Jakarta, IDN Times – Ilmuwan politik China, Yan Xuetong, tengah menjadi sorotan internasional setelah videonya memarahi perwira militer Israel beredar luas, pada Rabu (17/9/2025). Dalam forum keamanan tahunan Xiangshan di Beijing, Dekan Institut Hubungan Internasional Universitas Tsinghua itu mengecam keras tindakan Israel di Gaza yang menewaskan warga sipil, termasuk perempuan dan anak-anak.
“Militer kalian seharusnya menembak teroris, bukan anak-anak!” tegas Yan, dikutip dari rekaman yang beredar di media.
Perdebatan sengit antara Yan dengan atase militer Israel, Elad Shoshan terjadi di sela-sela forum tersebut. Shoshan membantah klaim Yan tentang jumlah korban sipil, namun Yan menegaskan fakta ditentukan oleh komunitas internasional, bukan Israel sendiri. Ketegangan ini terjadi di tengah hubungan dagang yang erat antara China dan Israel yang justru meningkat pada 2025.
1. Siapakah sosok Yan Xuetong?

Yan Xuetong adalah profesor ternama Universitas Tsinghua dan anggota luar negeri Akademi Sains Rusia. Ia menjabat sebagai Dekan Institut Hubungan Internasional Universitas Tsinghua dan Sekretaris Jenderal Forum Perdamaian Dunia. Gelar Ph.D. ia peroleh dari University of California, Berkeley pada 1992. Pada 2008, ia masuk daftar “100 Intelektual Publik Terbaik Dunia” versi Foreign Policy.
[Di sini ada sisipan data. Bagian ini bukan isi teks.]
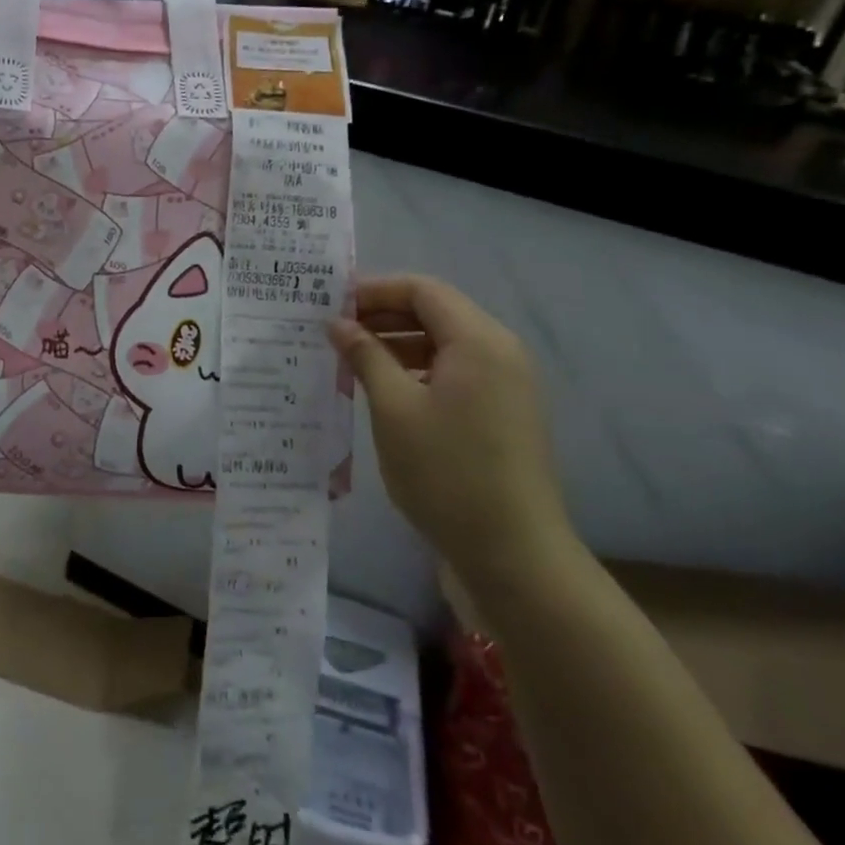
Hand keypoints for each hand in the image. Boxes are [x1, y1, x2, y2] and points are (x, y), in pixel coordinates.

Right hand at [329, 276, 572, 589]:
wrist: (513, 554)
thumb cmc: (447, 472)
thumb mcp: (393, 408)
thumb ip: (365, 355)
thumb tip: (337, 323)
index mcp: (478, 341)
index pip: (422, 290)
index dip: (374, 290)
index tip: (330, 304)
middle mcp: (500, 351)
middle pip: (436, 311)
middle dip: (383, 315)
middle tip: (333, 330)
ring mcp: (506, 383)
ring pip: (444, 343)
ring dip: (397, 343)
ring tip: (350, 359)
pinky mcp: (503, 411)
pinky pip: (455, 371)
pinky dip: (417, 369)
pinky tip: (383, 389)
Sebagai pendiri teori realisme moral HI, Yan dikenal sebagai satu-satunya ilmuwan politik China yang tercatat dalam daftar peneliti paling banyak dikutip Elsevier 2014–2019. Buku-bukunya diterjemahkan ke berbagai bahasa, termasuk Inggris, Jepang, Korea, dan Persia. Salah satu karya pentingnya, Analisis Kepentingan Nasional Tiongkok (1997), menjadi landasan teoritis kebijakan luar negeri China berbasis kepentingan nasional.
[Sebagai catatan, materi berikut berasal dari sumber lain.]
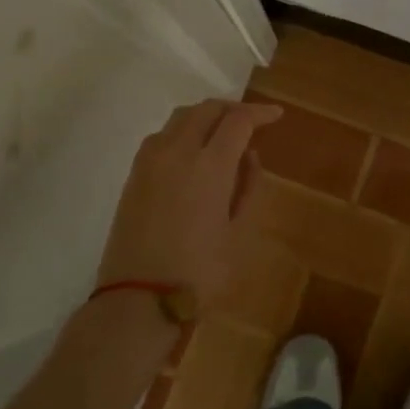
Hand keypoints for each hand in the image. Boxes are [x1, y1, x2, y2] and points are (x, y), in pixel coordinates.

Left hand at [96, 98, 281, 304]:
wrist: (138, 299)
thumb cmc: (199, 271)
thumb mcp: (238, 233)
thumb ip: (247, 188)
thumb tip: (248, 157)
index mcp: (209, 165)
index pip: (238, 120)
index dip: (260, 113)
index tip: (276, 115)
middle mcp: (177, 151)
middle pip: (206, 109)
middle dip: (232, 109)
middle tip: (251, 122)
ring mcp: (150, 160)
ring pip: (180, 117)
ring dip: (204, 116)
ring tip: (221, 134)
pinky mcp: (133, 174)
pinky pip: (161, 136)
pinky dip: (182, 131)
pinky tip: (191, 153)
2. Perdebatan panas dengan perwira Israel
Dalam forum Xiangshan, Yan memarahi perwira Israel Elad Shoshan terkait langkah militer yang dinilai “keji” membunuh warga sipil Gaza. Ia mengibaratkan tindakan itu seperti polisi yang menembak karyawan bank hanya untuk menangkap perampok.
Shoshan menolak tudingan tersebut dan mengklaim Israel berusaha meminimalkan korban sipil, namun Yan tetap menegaskan legitimasi Israel kini dipertanyakan komunitas internasional.
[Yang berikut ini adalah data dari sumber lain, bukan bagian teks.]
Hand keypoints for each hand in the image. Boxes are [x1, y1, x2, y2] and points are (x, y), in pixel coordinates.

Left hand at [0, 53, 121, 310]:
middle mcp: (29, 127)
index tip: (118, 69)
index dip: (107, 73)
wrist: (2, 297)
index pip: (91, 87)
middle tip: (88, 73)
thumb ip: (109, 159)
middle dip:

Debat itu memicu respons lanjutan setelah Perdana Menteri Israel Benjamin Netanyahu menuding Tiongkok memimpin “blokade media” terhadap Israel. Pemerintah China melalui Kedutaan Besar di Israel menegaskan klaim tersebut tidak berdasar dan merusak hubungan kedua negara.
3. Hubungan China–Israel di tengah ketegangan

Meski terjadi ketegangan, data Kementerian Perdagangan China menunjukkan China adalah mitra dagang global terbesar kedua Israel pada 2023. Selama delapan bulan pertama di 2025, pembelian China dari Israel naik 100,1 persen, sementara ekspor Tiongkok ke Israel naik 19,3 persen.
Kedua negara ini sebelumnya telah mengisyaratkan niat untuk melanjutkan kerja sama sejak Menteri Luar Negeri China, Wang Yi bertemu Menteri Luar Negeri Israel, Gideon Saar di Munich pada Februari lalu. Utusan Beijing untuk Israel, Xiao Junzheng, bahkan menyatakan kesiapan China untuk mendorong hubungan bilateral tetap stabil di tengah perang Gaza.